A Associação de Bolseiros de Investigação Científica (ABIC) também se fez representar e Carolina Rocha disse que não aceitam que o Governo continue a fazer promessas que depois retira. «Iam acabar as bolsas de pós-doc e agora voltaram com uma nova figura, não havendo perspectivas de abertura de concursos e de se garantirem contratos de trabalho para todos os investigadores», lamentou. «Somos considerados estudantes mas somos trabalhadores e queremos trabalho com direitos, com uma carreira de investigação científica e o fim do regime de bolsas», referiu, acrescentando que «não se esquecem que estão a produzir ciência para o desenvolvimento do País».
Do sector social, encontrámos Helena Martins, dirigente do Sindicato dos Trabalhadores em Funções Públicas e Sociais (STFPS/CGTP-IN), que criticou o facto de o aumento do salário mínimo nacional servir para desvalorizar os restantes salários, em vez de ser o ponto de partida para o aumento dos outros níveis remuneratórios. «O Estado tem que dar o exemplo e ser o indicador da valorização salarial. E neste sector, que assegura funções públicas, os trabalhadores não podem aceitar condições de trabalho indignas», referiu.

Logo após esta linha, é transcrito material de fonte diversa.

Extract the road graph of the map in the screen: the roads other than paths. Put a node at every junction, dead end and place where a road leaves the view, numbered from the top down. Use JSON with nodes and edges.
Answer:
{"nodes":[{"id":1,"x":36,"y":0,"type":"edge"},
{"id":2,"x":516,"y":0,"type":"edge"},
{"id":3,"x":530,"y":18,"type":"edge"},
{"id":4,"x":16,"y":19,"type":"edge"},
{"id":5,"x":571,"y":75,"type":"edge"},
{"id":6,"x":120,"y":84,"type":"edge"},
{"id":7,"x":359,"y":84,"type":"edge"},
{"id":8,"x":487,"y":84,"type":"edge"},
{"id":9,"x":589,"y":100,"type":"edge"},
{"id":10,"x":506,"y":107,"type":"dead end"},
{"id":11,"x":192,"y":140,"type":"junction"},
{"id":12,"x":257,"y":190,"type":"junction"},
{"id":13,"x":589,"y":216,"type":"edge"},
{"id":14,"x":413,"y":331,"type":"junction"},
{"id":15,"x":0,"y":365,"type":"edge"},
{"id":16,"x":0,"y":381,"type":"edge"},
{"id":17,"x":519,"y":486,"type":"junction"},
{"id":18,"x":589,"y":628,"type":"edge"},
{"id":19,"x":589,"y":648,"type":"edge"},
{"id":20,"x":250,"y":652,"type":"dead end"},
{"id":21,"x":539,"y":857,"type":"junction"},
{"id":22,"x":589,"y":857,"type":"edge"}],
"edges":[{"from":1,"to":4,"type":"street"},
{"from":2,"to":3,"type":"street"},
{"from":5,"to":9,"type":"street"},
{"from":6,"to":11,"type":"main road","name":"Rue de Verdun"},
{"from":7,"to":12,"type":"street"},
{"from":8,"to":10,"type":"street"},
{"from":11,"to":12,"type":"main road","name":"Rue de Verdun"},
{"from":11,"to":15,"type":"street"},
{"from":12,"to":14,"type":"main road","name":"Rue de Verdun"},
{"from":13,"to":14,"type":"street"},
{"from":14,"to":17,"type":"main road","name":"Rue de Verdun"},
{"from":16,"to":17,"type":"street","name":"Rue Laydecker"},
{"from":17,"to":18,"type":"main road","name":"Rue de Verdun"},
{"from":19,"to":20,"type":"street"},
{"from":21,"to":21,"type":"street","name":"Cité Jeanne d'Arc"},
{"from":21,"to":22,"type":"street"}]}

«Queremos ser reconhecidos a par dos médicos e dos enfermeiros pelo papel que desempenhamos juntos no tratamento dos doentes, de forma que traduza também o nosso percurso e as nossas competências»
Marta Mesquita
A representar as reivindicações dos enfermeiros estavam muitos profissionais de todo o País. Rui Marroni, dirigente do Sindicato dos Enfermeiros Portugueses (SEP/CGTP-IN), afirmou que o descongelamento é uma das principais bandeiras dos enfermeiros e que é um processo que «nasceu coxo». Apesar de haver um compromisso escrito desde 2018, o Estado «não cumpre as suas obrigações» e não respeita os profissionais que garantem o funcionamento do SNS, disse o sindicalista.

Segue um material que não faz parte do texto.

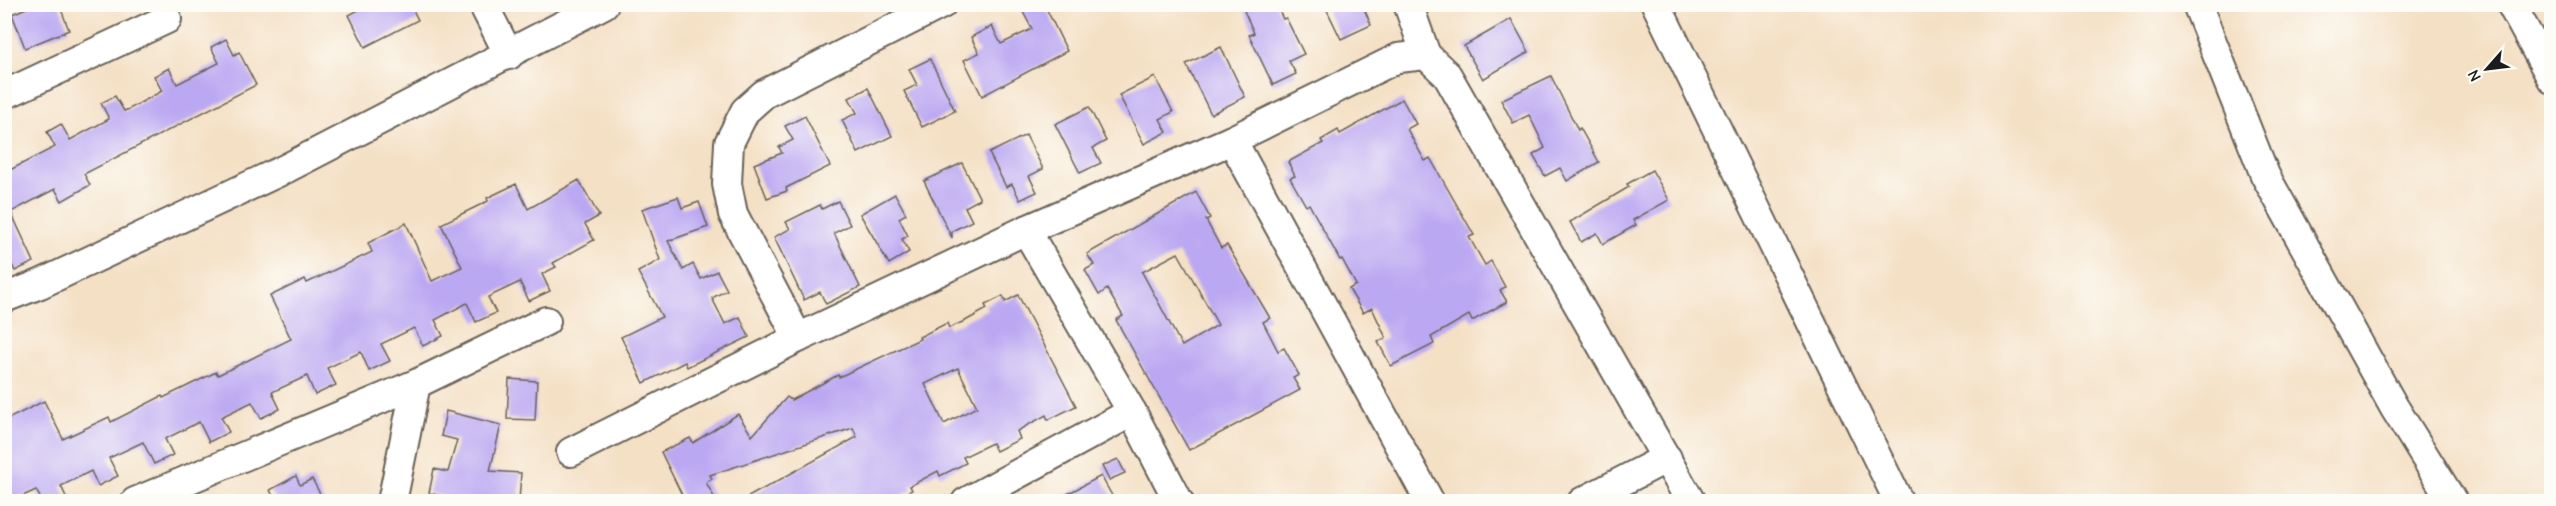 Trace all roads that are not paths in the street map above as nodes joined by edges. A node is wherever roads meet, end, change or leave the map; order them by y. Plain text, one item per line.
1 (483, 4) edge
2 (604, 4) edge
3 (942, 4) edge
4 (1408, 4) edge
5 (1656, 4) edge
6 (2197, 4) edge
7 (2511, 4) edge
8 (167, 19) dead end
9 (509, 55) junction
10 (1426, 55) junction
11 (2552, 79) edge
12 (4, 95) edge
13 (1232, 140) junction
14 (1026, 230) junction
15 (4, 298) edge
16 (546, 321) dead end
17 (798, 338) junction
18 (416, 384) junction
19 (1132, 411) junction
20 (571, 452) dead end
21 (1667, 458) junction
22 (135, 501) edge
23 (392, 501) edge
24 (966, 501) edge
25 (1179, 501) edge
26 (1430, 501) edge
27 (1582, 501) edge
28 (1691, 501) edge
29 (1899, 501) edge
30 (2454, 501) edge

1 - 9 street
2 - 9 street
3 - 17 street
4 - 10 street
5 - 29 street
6 - 30 street
7 - 11 street
8 - 12 street
9 - 15 street
10 - 13 street
10 - 21 street
13 - 14 street
13 - 26 street
14 - 17 street
14 - 19 street
16 - 18 street
17 - 20 street
18 - 22 street
18 - 23 street
19 - 24 street
19 - 25 street
21 - 27 street
21 - 28 street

Também os técnicos superiores de diagnóstico e terapêutica estiveram presentes na manifestação. Marta Mesquita, dirigente do Sindicato dos Técnicos Superiores de Saúde das Áreas de Diagnóstico e Terapêutica (STSS) lembrou as questões concretas desta classe profissional, que tem um diploma para uma nova carreira mas ficou «muito aquém das expectativas». «Queremos ser reconhecidos, a par dos médicos e dos enfermeiros, pelo papel que desempenhamos juntos no tratamento dos doentes, de forma que traduza também o nosso percurso e as nossas competências», afirmou, lembrando que a sua luta também é pela defesa do SNS, que é uma «mais-valia» do País.